| Problem description |
Pull out every line below containing the word "edges".

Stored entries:
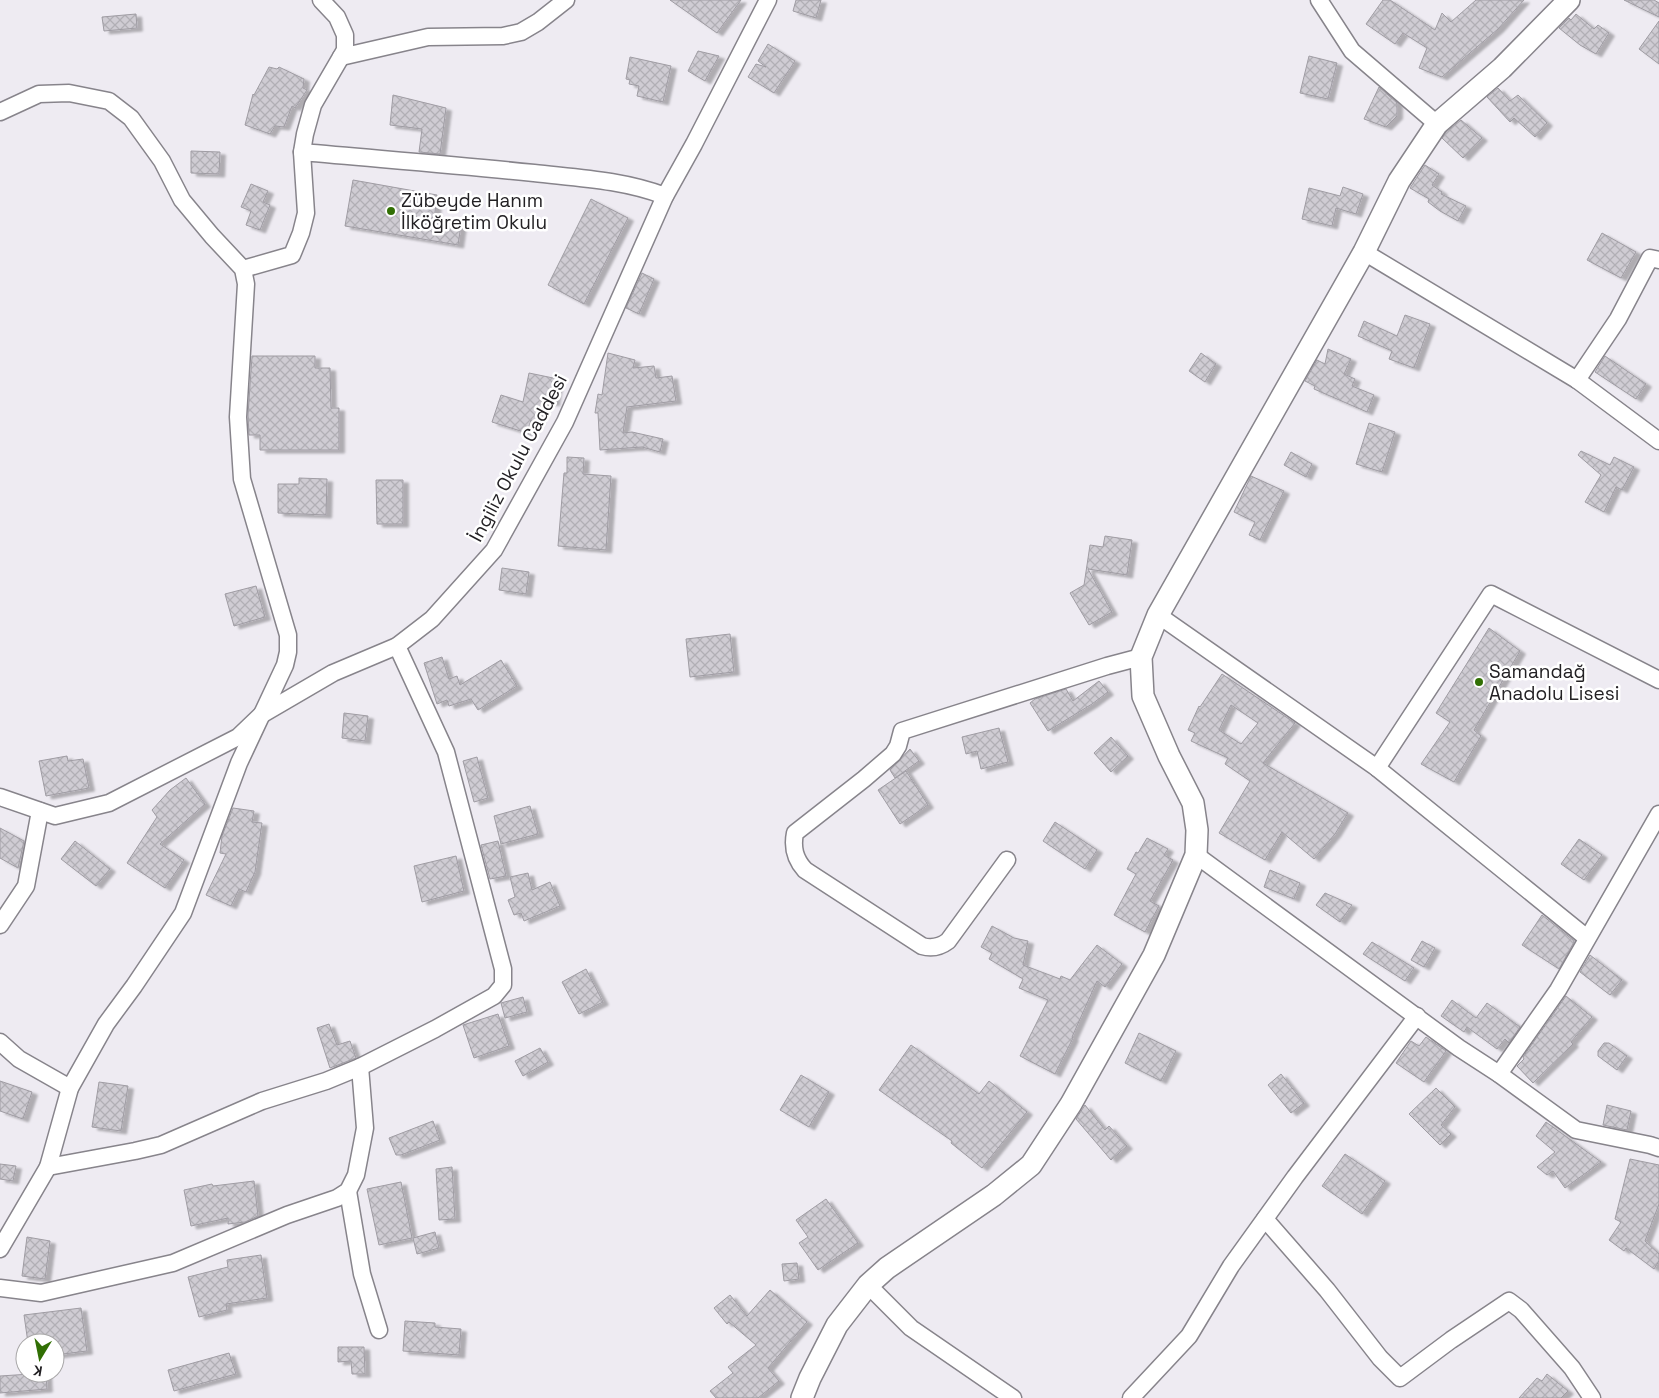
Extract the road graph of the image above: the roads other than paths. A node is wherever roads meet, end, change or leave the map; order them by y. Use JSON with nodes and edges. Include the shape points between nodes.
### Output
{"nodes":[{"id":1,"x":321,"y":0,"type":"edge"},
{"id":2,"x":566,"y":0,"type":"edge"},
{"id":3,"x":768,"y":0,"type":"edge"},
{"id":4,"x":1319,"y":0,"type":"edge"},
{"id":5,"x":1569,"y":0,"type":"edge"},
{"id":6,"x":341,"y":56,"type":"junction"},
{"id":7,"x":0,"y":112,"type":"edge"},
{"id":8,"x":1436,"y":124,"type":"junction"},
{"id":9,"x":302,"y":152,"type":"junction"},
{"id":10,"x":665,"y":196,"type":"junction"},
{"id":11,"x":1364,"y":252,"type":"junction"},
{"id":12,"x":1659,"y":260,"type":"edge"},
{"id":13,"x":243,"y":269,"type":"junction"},
{"id":14,"x":1577,"y":380,"type":"junction"},
{"id":15,"x":1659,"y":441,"type":"edge"},
{"id":16,"x":1158,"y":616,"type":"junction"},
{"id":17,"x":397,"y":646,"type":"junction"},
{"id":18,"x":1142,"y":657,"type":"junction"},
{"id":19,"x":1659,"y":680,"type":"edge"},
{"id":20,"x":262,"y":715,"type":"junction"},
{"id":21,"x":1377,"y":768,"type":"junction"},
{"id":22,"x":0,"y":797,"type":"edge"},
{"id":23,"x":40,"y":811,"type":"junction"},
{"id":24,"x":1657,"y":822,"type":"edge"},
{"id":25,"x":1196,"y":854,"type":"junction"},
{"id":26,"x":1006,"y":860,"type":"dead end"},
{"id":27,"x":0,"y":925,"type":"edge"},
{"id":28,"x":1587,"y":938,"type":"junction"},
{"id":29,"x":1417,"y":1016,"type":"junction"},
{"id":30,"x":0,"y":1042,"type":"edge"},
{"id":31,"x":360,"y":1068,"type":"junction"},
{"id":32,"x":1499,"y":1074,"type":"junction"},
{"id":33,"x":70,"y":1088,"type":"junction"},
{"id":34,"x":1659,"y":1148,"type":"edge"},
{"id":35,"x":48,"y":1167,"type":"junction"},
{"id":36,"x":348,"y":1191,"type":"junction"},
{"id":37,"x":1265,"y":1219,"type":"junction"},
{"id":38,"x":0,"y":1249,"type":"edge"},
{"id":39,"x":868,"y":1285,"type":"junction"},
{"id":40,"x":0,"y":1288,"type":"edge"},
{"id":41,"x":380,"y":1330,"type":"dead end"},
{"id":42,"x":1139,"y":1395,"type":"edge"},
{"id":43,"x":802,"y":1398,"type":"edge"},
{"id":44,"x":1013,"y":1398,"type":"edge"},
{"id":45,"x":1592,"y":1398,"type":"edge"}],
"edges":[{"from":1,"to":6,"type":"street","via":[[338,17],[345,35],[345,50]]},
{"from":2,"to":6,"type":"street","via":[[521,32],[503,36],[428,37]]},
{"from":3,"to":10,"type":"street","name":"İngiliz Okulu Caddesi"},
{"from":4,"to":8,"type":"street","via":[[1352,51]]},
{"from":5,"to":8,"type":"street","via":[[1502,68]]},
{"from":6,"to":9,"type":"street","via":[[313,105]]},
{"from":7,"to":13,"type":"street","via":[[38,94],[69,93],[109,101],[131,118],[162,161],[182,200]]},
{"from":8,"to":11,"type":"street","via":[[1399,181]]},
{"from":9,"to":10,"type":"street","via":[[612,182]]},
{"from":9,"to":13,"type":"street","via":[[306,213],[302,233],[292,254]]},
{"from":10,"to":17,"type":"street","name":"İngiliz Okulu Caddesi","via":[[564,422],[494,550],[432,619]]},
{"from":11,"to":14,"type":"street"},
{"from":11,"to":16,"type":"street"},
{"from":12,"to":14,"type":"street","via":[[1650,258],[1618,319]]},
{"from":13,"to":20,"type":"street","via":[[246,284],[238,417],[242,479],[288,635],[285,665]]},
{"from":14,"to":15,"type":"street"},
{"from":16,"to":18,"type":"street"},
{"from":16,"to":21,"type":"street"},
{"from":17,"to":20,"type":"street","name":"İngiliz Okulu Caddesi","via":[[333,673]]},
{"from":17,"to":31,"type":"street","via":[[446,752],[502,969],[503,985],[494,996]]},
{"from":18,"to":25,"type":"street","via":[[1143,696],[1193,803]]},
{"from":18,"to":26,"type":"street","via":[[902,731],[893,754],[795,833],[794,841],[796,857],[805,870],[928,948],[948,941]]},
{"from":19,"to":21,"type":"street","via":[[1491,594]]},
{"from":20,"to":23,"type":"street","name":"İngiliz Okulu Caddesi","via":[[238,737],[109,803],[55,816]]},
{"from":20,"to":33,"type":"street","via":[[239,763],[183,912],[106,1024]]},
{"from":21,"to":28,"type":"street"},
{"from":22,"to":23,"type":"street","name":"İngiliz Okulu Caddesi"},
{"from":23,"to":27,"type":"street","via":[[26,886]]},
{"from":24,"to":28,"type":"street"},
{"from":25,"to":29,"type":"street"},
{"from":25,"to":39,"type":"street","via":[[1154,955],[1071,1104],[1031,1166],[887,1268]]},
{"from":28,"to":32,"type":"street","via":[[1558,990]]},
{"from":29,"to":32,"type":"street"},
{"from":29,"to":37,"type":"street"},
{"from":30,"to":33,"type":"street","via":[[19,1059]]},
{"from":31,"to":35,"type":"street","via":[[262,1101],[161,1145]]},
{"from":31,"to":36,"type":"street","via":[[365,1128],[356,1175]]},
{"from":32,"to":34,"type":"street","via":[[1576,1130]]},
{"from":33,"to":35,"type":"street"},
{"from":35,"to":38,"type":"street"},
{"from":36,"to":40,"type":"street","via":[[173,1264],[41,1293]]},
{"from":36,"to":41,"type":"street","via":[[362,1274]]},
{"from":37,"to":42,"type":"street","via":[[1231,1266],[1189,1336]]},
{"from":37,"to":45,"type":"street","via":[[1400,1378],[1509,1301],[1521,1310],[1572,1368]]},
{"from":39,"to":43,"type":"street","via":[[837,1325]]},
{"from":39,"to":44,"type":"street","via":[[911,1328]]}]}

| Answer section |
Extract the road graph of the image above: the roads other than paths. A node is wherever roads meet, end, change or leave the map; order them by y. Use JSON with nodes and edges. Include the shape points between nodes.
"edges":[{"from":1,"to":6,"type":"street","via":[[338,17],[345,35],[345,50]]},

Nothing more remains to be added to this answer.